I can vividly recall that some fact-finding groups came to Osun to verify facts having been told that what Aregbesola was showcasing in the media was not real…that they were internet pictures from America and Europe. And really, if you see these things yourself without coming to Osun, you would hardly believe that a government so disparaged will put up such quality structures for real. Same goes for anything that Aregbesola had his hands on. Look at the schools, the roads as well as other infrastructure.
You’ve painted a colourful picture of the legacies of the former government. Why then was it difficult for the party to have a smooth win in the September 2018 election?
 
The September 2018 election which you refer to here was won squarely by the APC despite what happened. It may seem otherwise for someone not familiar with the evil politics of a few people in Osun. I say this bearing in mind that in any social situation, it is the evil minority that always make the loudest noise and create havoc which are erroneously linked to the majority.  If there is a student riot or unrest, those behind it are mostly less than one percent of the total students’ population. And it will be presented to the outside world as if it is the majority of the students that are bad or against school authority as the case may be.
My team and I almost fell into this thinking. But because of our trainings as pragmatic social scientists and our being apolitical, we resisted the temptation to just sit down and lay blames. We brought out our tools and did the research which was self-sponsored and we discovered that those whom the old order, pre-Aregbesola era favoured and who couldn’t think of survival in the corrupt-free Aregbesola era were the ones destabilizing the polity.  We published our reports in the media.
 
How do you connect that with what is happening now?
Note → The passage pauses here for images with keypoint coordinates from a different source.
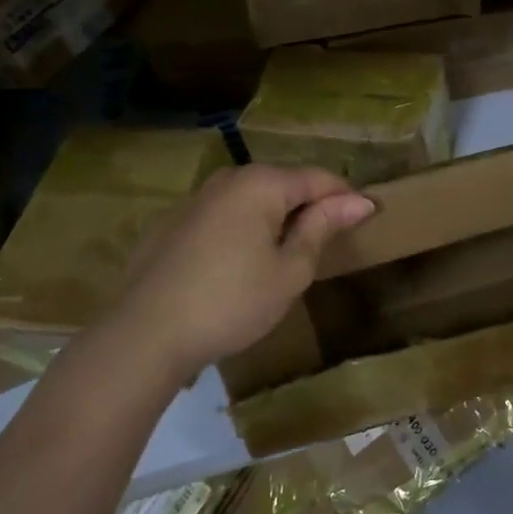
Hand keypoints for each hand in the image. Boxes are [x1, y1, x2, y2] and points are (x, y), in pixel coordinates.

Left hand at [91, 163, 374, 386]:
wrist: (144, 335)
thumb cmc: (231, 302)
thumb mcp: (289, 271)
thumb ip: (322, 228)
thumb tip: (358, 201)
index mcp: (261, 184)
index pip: (319, 178)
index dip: (347, 198)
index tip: (368, 220)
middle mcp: (227, 180)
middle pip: (284, 184)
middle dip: (310, 208)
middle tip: (327, 245)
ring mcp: (195, 199)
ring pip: (251, 200)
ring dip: (275, 220)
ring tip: (287, 257)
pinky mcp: (172, 224)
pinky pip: (223, 217)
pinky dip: (242, 231)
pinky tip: (239, 267)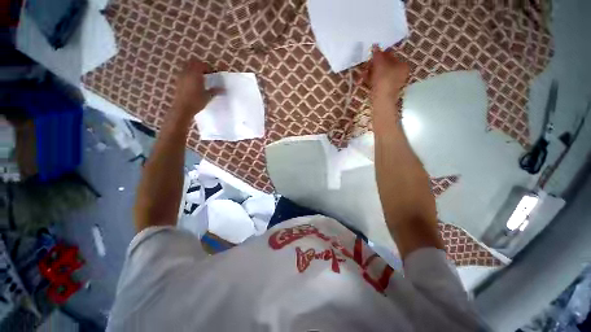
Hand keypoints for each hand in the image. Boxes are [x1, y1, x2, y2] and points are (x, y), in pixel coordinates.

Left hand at [171, 60, 222, 120]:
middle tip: (207, 73)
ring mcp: (181, 76)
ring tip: (200, 77)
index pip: (203, 65)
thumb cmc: (196, 102)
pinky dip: (189, 74)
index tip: (214, 74)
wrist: (183, 108)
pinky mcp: (178, 81)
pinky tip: (194, 82)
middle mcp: (187, 72)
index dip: (209, 68)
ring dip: (194, 69)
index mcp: (195, 74)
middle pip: (193, 62)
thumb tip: (224, 89)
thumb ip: (215, 90)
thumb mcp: (208, 96)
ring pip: (187, 66)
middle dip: (200, 66)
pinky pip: (183, 72)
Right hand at [367, 45, 409, 105]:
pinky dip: (370, 80)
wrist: (381, 99)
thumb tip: (375, 45)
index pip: (391, 56)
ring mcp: (391, 83)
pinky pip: (377, 82)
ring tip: (363, 73)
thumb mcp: (380, 63)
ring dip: (370, 72)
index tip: (371, 55)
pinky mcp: (384, 90)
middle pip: (384, 65)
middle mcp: (399, 73)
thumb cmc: (383, 79)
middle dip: (373, 65)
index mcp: (402, 65)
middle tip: (366, 65)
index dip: (380, 54)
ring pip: (379, 74)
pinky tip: (363, 79)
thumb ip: (377, 54)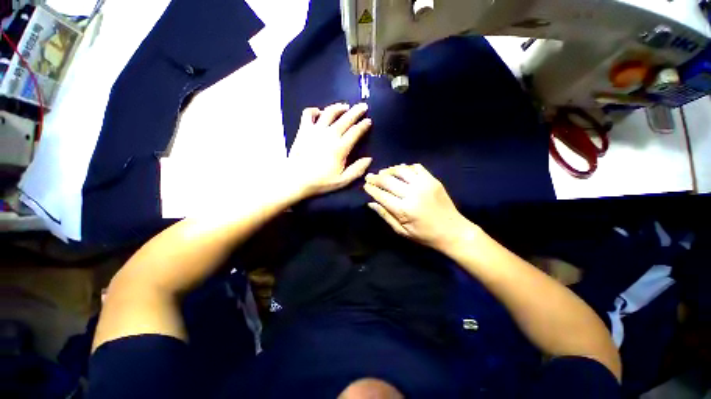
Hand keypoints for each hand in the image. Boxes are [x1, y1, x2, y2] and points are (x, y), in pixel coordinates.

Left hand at [287, 103, 372, 198]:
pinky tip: (319, 113)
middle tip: (363, 106)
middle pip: (345, 119)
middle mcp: (329, 135)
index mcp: (340, 148)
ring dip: (339, 107)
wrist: (295, 180)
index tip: (368, 120)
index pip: (355, 132)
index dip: (363, 125)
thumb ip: (357, 170)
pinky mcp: (303, 130)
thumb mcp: (342, 181)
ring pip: (329, 112)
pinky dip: (314, 110)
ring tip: (345, 106)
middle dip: (356, 111)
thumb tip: (369, 159)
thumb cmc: (320, 182)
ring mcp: (315, 130)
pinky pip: (308, 114)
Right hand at [364, 164, 473, 249]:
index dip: (371, 189)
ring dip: (389, 170)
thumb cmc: (425, 235)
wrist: (453, 231)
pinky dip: (406, 167)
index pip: (381, 195)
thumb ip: (386, 216)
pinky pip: (416, 167)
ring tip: (383, 173)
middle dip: (376, 178)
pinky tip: (401, 171)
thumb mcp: (402, 231)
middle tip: (369, 177)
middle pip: (388, 180)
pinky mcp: (433, 180)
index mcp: (404, 209)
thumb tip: (371, 203)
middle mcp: (412, 193)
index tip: (365, 185)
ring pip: (401, 170)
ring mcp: (424, 184)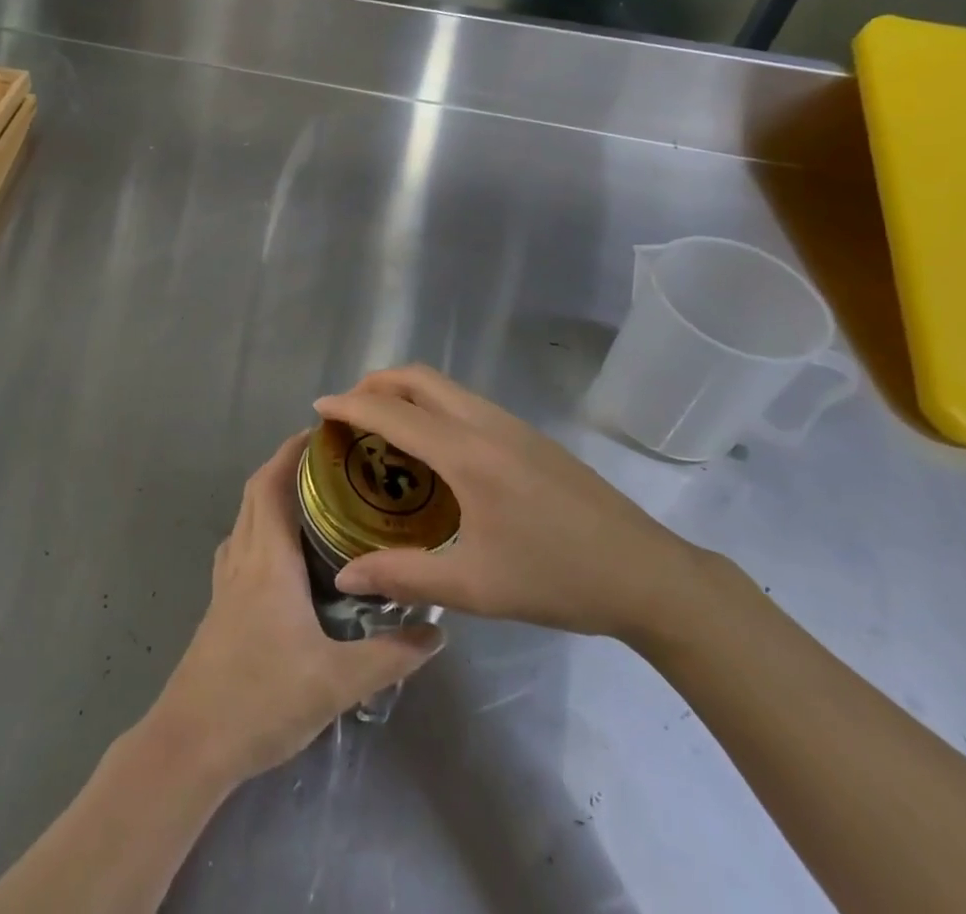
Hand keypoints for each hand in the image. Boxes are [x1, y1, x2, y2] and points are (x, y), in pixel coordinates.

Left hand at [143, 431, 443, 786]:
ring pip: (245, 519)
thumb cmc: (261, 699)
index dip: (290, 452)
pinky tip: (284, 558)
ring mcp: (225, 582)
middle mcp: (242, 558)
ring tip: (312, 501)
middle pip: (255, 493)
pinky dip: (260, 530)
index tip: (321, 434)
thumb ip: (389, 656)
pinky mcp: (220, 606)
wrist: (192, 743)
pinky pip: (241, 547)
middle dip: (284, 467)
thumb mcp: (336, 682)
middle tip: (328, 464)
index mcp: (267, 560)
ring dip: (270, 497)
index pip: (271, 484)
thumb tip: (436, 632)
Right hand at [314, 366, 710, 643]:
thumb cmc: (557, 579)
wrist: (648, 575)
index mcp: (467, 453)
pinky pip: (464, 401)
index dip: (350, 406)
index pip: (393, 413)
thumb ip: (404, 577)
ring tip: (383, 429)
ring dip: (405, 392)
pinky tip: (433, 449)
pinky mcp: (528, 435)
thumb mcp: (475, 588)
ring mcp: (511, 424)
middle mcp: (485, 423)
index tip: (318, 409)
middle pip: (417, 377)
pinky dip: (431, 404)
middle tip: (349, 414)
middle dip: (375, 385)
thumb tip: (345, 577)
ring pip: (443, 385)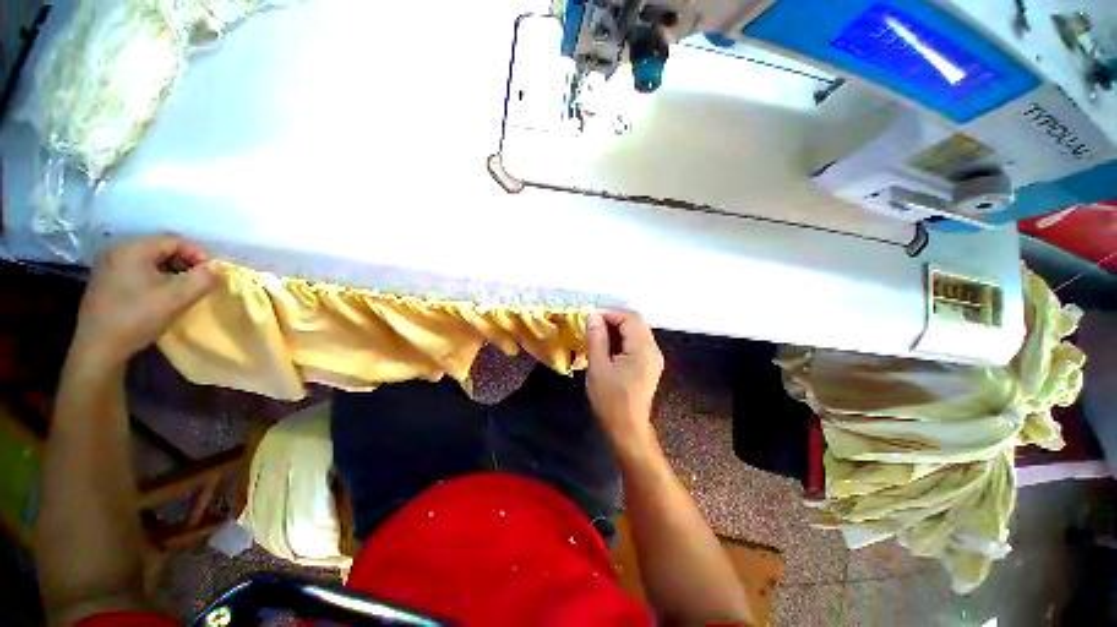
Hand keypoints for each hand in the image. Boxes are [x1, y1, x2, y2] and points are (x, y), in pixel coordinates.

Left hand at [73, 236, 217, 364]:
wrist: (98, 346)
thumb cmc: (138, 318)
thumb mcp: (177, 299)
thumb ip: (203, 279)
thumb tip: (216, 268)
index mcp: (134, 248)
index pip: (175, 240)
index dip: (198, 254)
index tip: (209, 275)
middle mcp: (118, 249)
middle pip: (161, 247)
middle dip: (184, 262)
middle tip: (197, 282)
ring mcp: (108, 264)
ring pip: (149, 258)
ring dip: (170, 270)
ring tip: (179, 289)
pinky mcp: (105, 278)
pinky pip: (136, 268)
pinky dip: (153, 276)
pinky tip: (157, 294)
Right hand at [585, 310, 663, 455]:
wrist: (627, 429)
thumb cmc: (610, 400)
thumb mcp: (598, 367)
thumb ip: (596, 338)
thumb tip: (593, 315)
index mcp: (643, 349)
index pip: (630, 318)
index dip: (609, 314)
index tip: (589, 319)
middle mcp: (653, 350)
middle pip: (635, 322)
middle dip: (612, 320)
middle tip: (591, 327)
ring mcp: (653, 358)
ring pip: (636, 332)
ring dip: (616, 330)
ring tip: (596, 337)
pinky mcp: (649, 365)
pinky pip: (636, 343)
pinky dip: (621, 340)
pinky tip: (607, 348)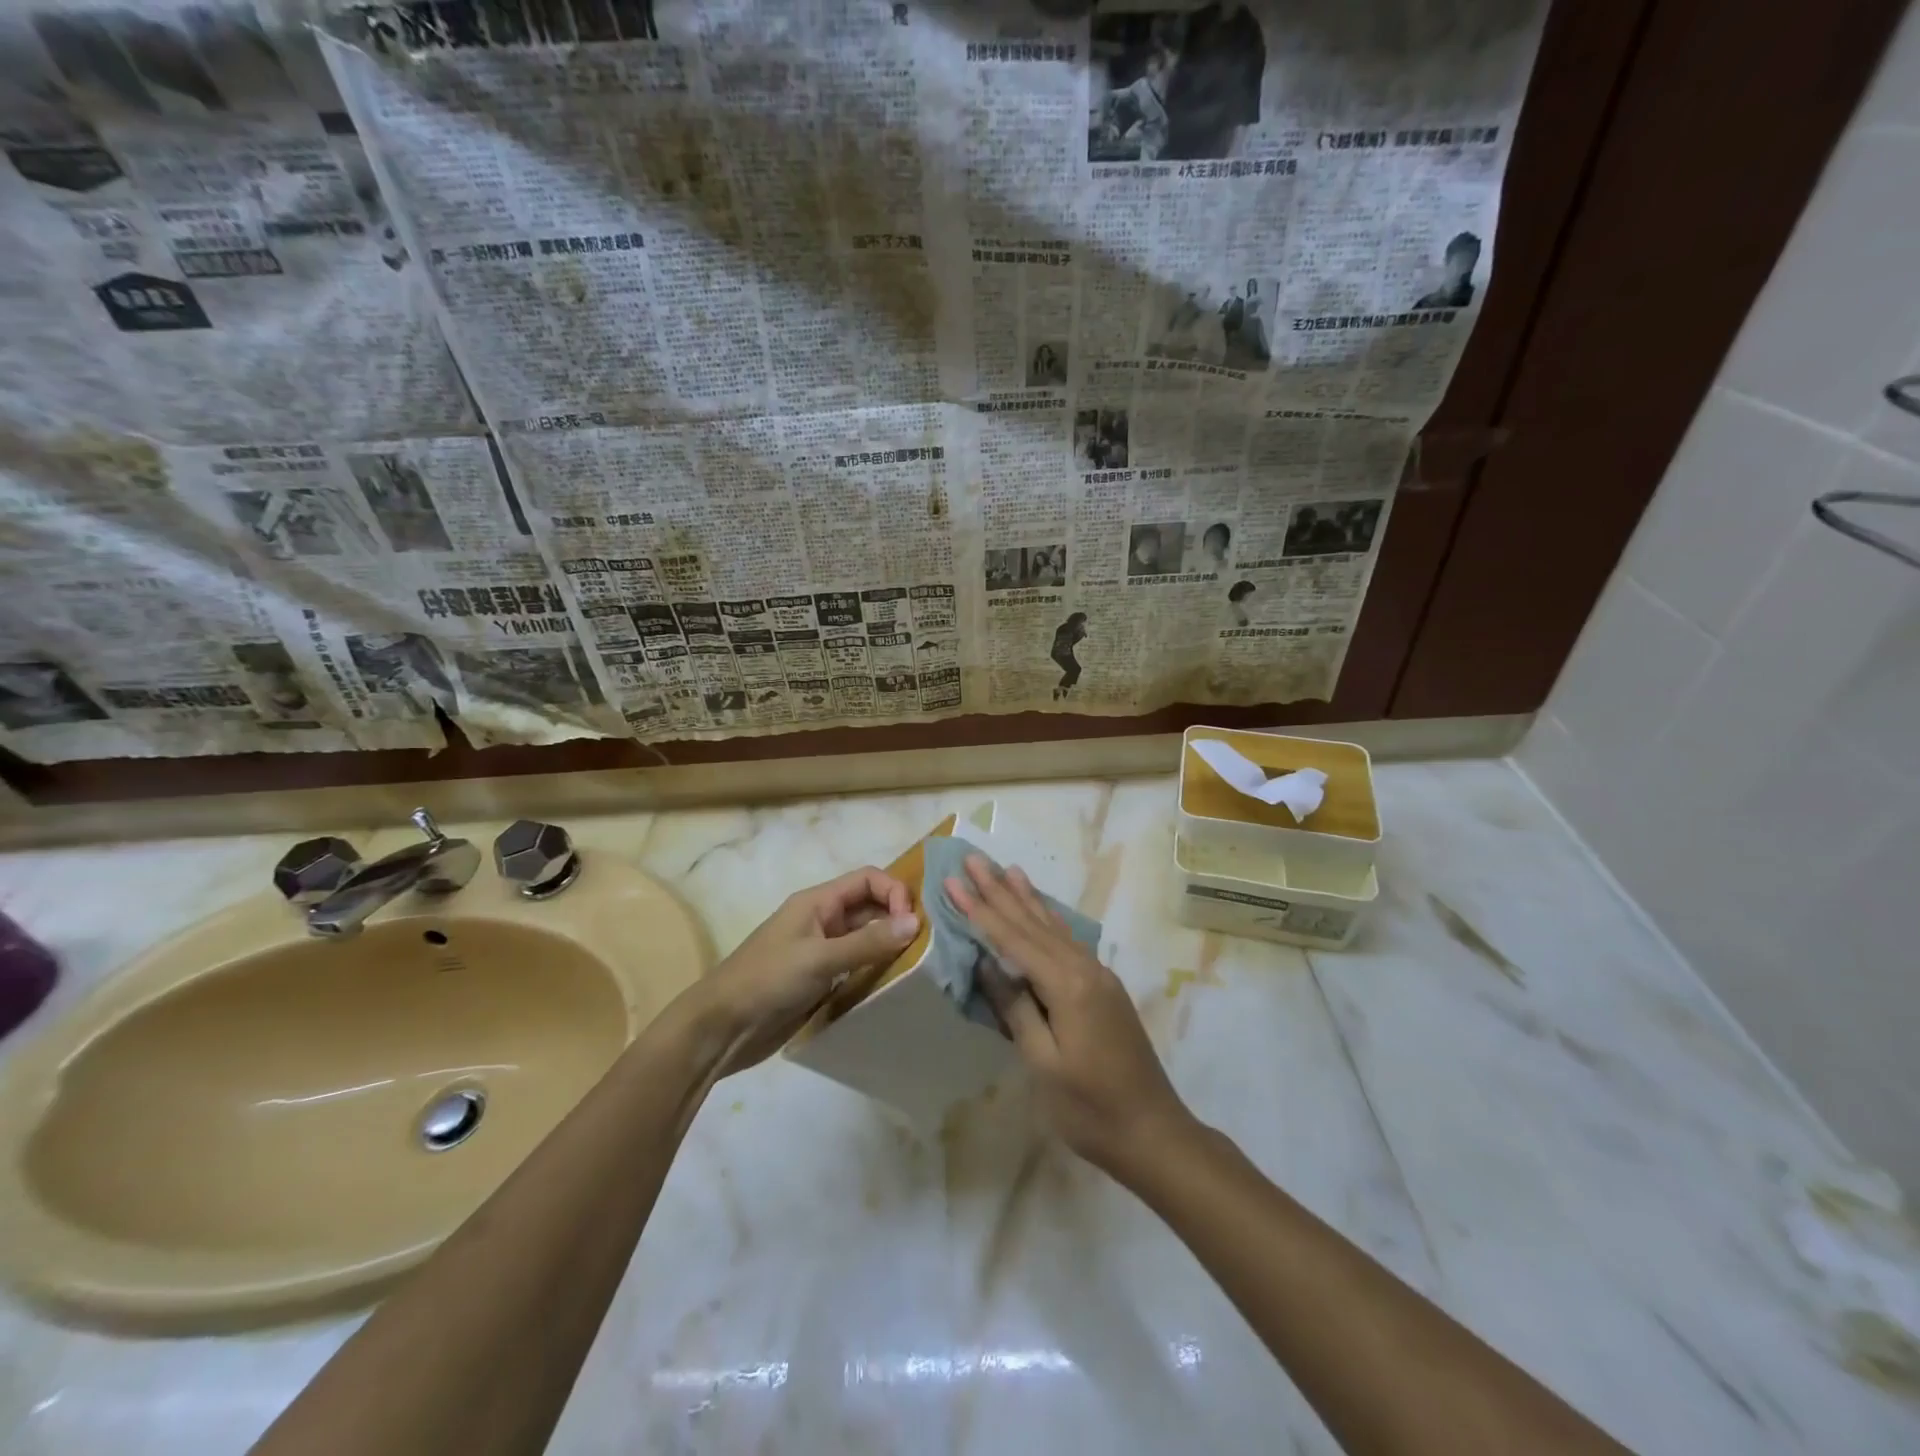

 It is the same set of people described earlier and their associates who still want to hijack government now and get through the window, what they couldn’t get through the main door which is the elections. Why the people always reject them is because they have a terribly bad history behind them. When the PDP was  in power, the state was in a siege and the Aregbesola populist cyclone came and warded them off. You don’t expect them not to stage a comeback. This is a democracy. But they ought to have fought for the power in the right way rather than deploying undemocratic forces and means.
How do you mean?
The level of rigging and vote-buying by the opposition during the governorship election of September 2018 was legendary and horrifying. Osun people saw a desperate people trying to hijack power at all costs, leaving morality behind. They were shameless, nakedly shameless that they were openly talking of flooding the state with money when they ought to be telling the people what they will do. You know that in any fight or struggle, the gentleman player or fighter is sometimes the victim because he or she wants to be fair and play according to the rules while the crude fighter inflicts injury, in order to win at all costs. That is exactly what is playing out today. During the campaigns, Governor Gboyega Oyetola and the APC team played it fair and saw no reason to induce voters because the people were solidly behind them. But the opposition saw the election as a do or die affair. They bribed, bought votes, created chaos, killed, maimed and this situation snowballed into a rerun because there were truly no elections in those seventeen polling units.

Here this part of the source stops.